All of the records must be repeated exactly as they read.

── PROVIDED MATERIAL

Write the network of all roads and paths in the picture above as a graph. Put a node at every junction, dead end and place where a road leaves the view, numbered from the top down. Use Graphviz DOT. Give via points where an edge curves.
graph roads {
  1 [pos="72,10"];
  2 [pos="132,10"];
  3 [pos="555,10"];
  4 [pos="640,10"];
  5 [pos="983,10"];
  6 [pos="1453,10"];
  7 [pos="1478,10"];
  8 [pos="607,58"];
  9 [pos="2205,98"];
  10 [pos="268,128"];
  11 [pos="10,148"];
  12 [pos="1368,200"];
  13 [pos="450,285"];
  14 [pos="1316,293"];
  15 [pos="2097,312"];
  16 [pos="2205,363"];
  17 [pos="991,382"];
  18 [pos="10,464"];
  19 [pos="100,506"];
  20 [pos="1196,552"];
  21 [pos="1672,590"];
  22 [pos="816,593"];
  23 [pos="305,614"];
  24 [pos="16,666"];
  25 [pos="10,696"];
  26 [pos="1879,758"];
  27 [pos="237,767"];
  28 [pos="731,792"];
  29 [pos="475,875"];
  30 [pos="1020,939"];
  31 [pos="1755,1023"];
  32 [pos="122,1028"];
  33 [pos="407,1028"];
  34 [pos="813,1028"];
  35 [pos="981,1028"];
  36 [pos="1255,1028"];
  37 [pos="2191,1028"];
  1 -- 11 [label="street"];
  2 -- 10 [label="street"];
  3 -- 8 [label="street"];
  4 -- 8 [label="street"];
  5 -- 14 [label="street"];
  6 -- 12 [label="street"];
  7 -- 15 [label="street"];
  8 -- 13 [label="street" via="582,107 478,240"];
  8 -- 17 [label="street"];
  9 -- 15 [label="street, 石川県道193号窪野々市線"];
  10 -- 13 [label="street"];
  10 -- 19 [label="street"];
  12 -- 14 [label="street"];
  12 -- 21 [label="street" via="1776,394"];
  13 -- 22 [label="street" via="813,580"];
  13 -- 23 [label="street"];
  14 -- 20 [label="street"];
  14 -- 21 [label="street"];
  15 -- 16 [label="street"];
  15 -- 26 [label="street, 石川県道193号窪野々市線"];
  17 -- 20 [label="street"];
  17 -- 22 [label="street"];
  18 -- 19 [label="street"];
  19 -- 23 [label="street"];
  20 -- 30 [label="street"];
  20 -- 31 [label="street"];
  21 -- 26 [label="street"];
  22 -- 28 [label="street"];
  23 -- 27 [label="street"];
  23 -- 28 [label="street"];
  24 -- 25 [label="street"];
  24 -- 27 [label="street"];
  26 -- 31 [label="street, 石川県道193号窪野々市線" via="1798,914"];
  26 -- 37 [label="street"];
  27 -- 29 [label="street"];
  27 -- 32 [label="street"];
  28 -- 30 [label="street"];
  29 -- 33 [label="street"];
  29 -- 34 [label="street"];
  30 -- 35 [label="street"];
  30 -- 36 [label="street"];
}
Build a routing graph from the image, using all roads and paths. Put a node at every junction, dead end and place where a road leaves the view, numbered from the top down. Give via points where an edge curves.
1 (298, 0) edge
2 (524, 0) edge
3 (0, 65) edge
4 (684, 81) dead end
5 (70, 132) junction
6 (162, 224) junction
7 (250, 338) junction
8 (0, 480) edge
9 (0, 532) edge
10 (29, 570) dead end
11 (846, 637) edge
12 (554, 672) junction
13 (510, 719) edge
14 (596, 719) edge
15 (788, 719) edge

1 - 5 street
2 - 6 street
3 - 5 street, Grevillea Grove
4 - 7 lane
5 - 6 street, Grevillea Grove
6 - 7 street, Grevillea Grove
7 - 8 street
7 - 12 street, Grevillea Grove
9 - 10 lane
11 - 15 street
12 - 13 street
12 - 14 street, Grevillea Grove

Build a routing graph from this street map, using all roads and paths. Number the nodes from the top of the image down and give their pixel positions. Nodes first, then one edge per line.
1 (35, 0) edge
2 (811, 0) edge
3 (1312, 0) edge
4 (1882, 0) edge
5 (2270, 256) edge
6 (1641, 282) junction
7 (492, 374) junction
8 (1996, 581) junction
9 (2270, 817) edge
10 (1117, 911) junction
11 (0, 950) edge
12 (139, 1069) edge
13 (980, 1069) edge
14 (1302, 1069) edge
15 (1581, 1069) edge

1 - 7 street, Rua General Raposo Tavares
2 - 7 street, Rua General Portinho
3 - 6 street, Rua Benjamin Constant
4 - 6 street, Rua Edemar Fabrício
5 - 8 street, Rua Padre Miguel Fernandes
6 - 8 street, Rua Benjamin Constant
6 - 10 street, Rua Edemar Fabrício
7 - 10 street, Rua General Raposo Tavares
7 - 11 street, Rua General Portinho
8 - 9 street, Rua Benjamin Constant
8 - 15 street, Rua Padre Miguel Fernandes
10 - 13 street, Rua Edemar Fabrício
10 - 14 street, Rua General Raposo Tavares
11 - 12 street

────

EXERCISE RESULT.
Write the network of all roads and paths in the picture above as a graph. Put a node at every junction, dead end and place where a road leaves the view, numbered from the top down. Use Graphviz DOT. Give via points where an edge curves.
graph roads {
  1 [pos="72,10"];
  2 [pos="132,10"];
  3 [pos="555,10"];
  4 [pos="640,10"];
  5 [pos="983,10"];
  6 [pos="1453,10"];
  7 [pos="1478,10"];
  8 [pos="607,58"];
  9 [pos="2205,98"];
  10 [pos="268,128"];
  11 [pos="10,148"];
  12 [pos="1368,200"];
  13 [pos="450,285"];
  14 [pos="1316,293"];
  15 [pos="2097,312"];
  16 [pos="2205,363"];
  17 [pos="991,382"];
  18 [pos="10,464"];
  19 [pos="100,506"];
  20 [pos="1196,552"];
  21 [pos="1672,590"];
  22 [pos="816,593"];
  23 [pos="305,614"];
  24 [pos="16,666"];
  25 [pos="10,696"];
  26 [pos="1879,758"];
  27 [pos="237,767"];
  28 [pos="731,792"];
  29 [pos="475,875"];
  30 [pos="1020,939"];
  31 [pos="1755,1023"];
  32 [pos="122,1028"];
  33 [pos="407,1028"];
  34 [pos="813,1028"];
  35 [pos="981,1028"];
  36 [pos="1255,1028"];
  37 [pos="2191,1028"];
  1 -- 11 [label="street"];
  2 -- 10 [label="street"];
  3 -- 8 [label="street"];
  4 -- 8 [label="street"];
  5 -- 14 [label="street"];
  6 -- 12 [label="street"];
  7 -- 15 [label="street"];
  8 -- 13 [label="street" via="582,107 478,240"];
  8 -- 17 [label="street"];
  9 -- 15 [label="street, 石川県道193号窪野々市線"];
  10 -- 13 [label="street"];
  10 -- 19 [label="street"];
  12 -- 14 [label="street"];
  12 -- 21 [label="street" via="1776,394"];
  13 -- 22 [label="street" via="813,580"];
  13 -- 23 [label="street"];
  14 -- 20 [label="street"];
  14 -- 21 [label="street"];
  15 -- 16 [label="street"];
  15 -- 26 [label="street, 石川県道193号窪野々市線"];
  17 -- 20 [label="street"];
  17 -- 22 [label="street"];
  18 -- 19 [label="street"];
  19 -- 23 [label="street"];
  20 -- 30 [label="street"];
  20 -- 31 [label="street"];
  21 -- 26 [label="street"];
  22 -- 28 [label="street"];
  23 -- 27 [label="street"];
  23 -- 28 [label="street"];
  24 -- 25 [label="street"];
  24 -- 27 [label="street"];
  26 -- 31 [label="street, 石川県道193号窪野々市線" via="1798,914"];
  26 -- 37 [label="street"];
  27 -- 29 [label="street"];
  27 -- 32 [label="street"];
  28 -- 30 [label="street"];
  29 -- 33 [label="street"];
  29 -- 34 [label="street"];
  30 -- 35 [label="street"];
  30 -- 36 [label="street"];
}
Build a routing graph from the image, using all roads and paths. Put a node at every junction, dead end and place where a road leaves the view, numbered from the top down. Give via points where an edge curves.
1 (298, 0) edge
2 (524, 0) edge
3 (0, 65) edge
4 (684, 81) dead end
5 (70, 132) junction
6 (162, 224) junction
7 (250, 338) junction
8 (0, 480) edge
9 (0, 532) edge
10 (29, 570) dead end
11 (846, 637) edge
12 (554, 672) junction
13 (510, 719) edge
14 (596, 719) edge
15 (788, 719) edge

1 - 5 street
2 - 6 street
3 - 5 street, Grevillea Grove
4 - 7 lane
5 - 6 street, Grevillea Grove
6 - 7 street, Grevillea Grove
7 - 8 street
7 - 12 street, Grevillea Grove
9 - 10 lane
11 - 15 street
12 - 13 street
12 - 14 street, Grevillea Grove

Build a routing graph from this street map, using all roads and paths. Number the nodes from the top of the image down and give their pixel positions. Nodes first, then one edge per line.
1 (35, 0) edge
2 (811, 0) edge
3 (1312, 0) edge
4 (1882, 0) edge
5 (2270, 256) edge
6 (1641, 282) junction
7 (492, 374) junction
8 (1996, 581) junction
9 (2270, 817) edge
10 (1117, 911) junction
11 (0, 950) edge
12 (139, 1069) edge
13 (980, 1069) edge
14 (1302, 1069) edge
15 (1581, 1069) edge

1 - 7 street, Rua General Raposo Tavares
2 - 7 street, Rua General Portinho
3 - 6 street, Rua Benjamin Constant
4 - 6 street, Rua Edemar Fabrício
5 - 8 street, Rua Padre Miguel Fernandes
6 - 8 street, Rua Benjamin Constant
6 - 10 street, Rua Edemar Fabrício
7 - 10 street, Rua General Raposo Tavares
7 - 11 street, Rua General Portinho
8 - 9 street, Rua Benjamin Constant
8 - 15 street, Rua Padre Miguel Fernandes
10 - 13 street, Rua Edemar Fabrício
10 - 14 street, Rua General Raposo Tavares
11 - 12 street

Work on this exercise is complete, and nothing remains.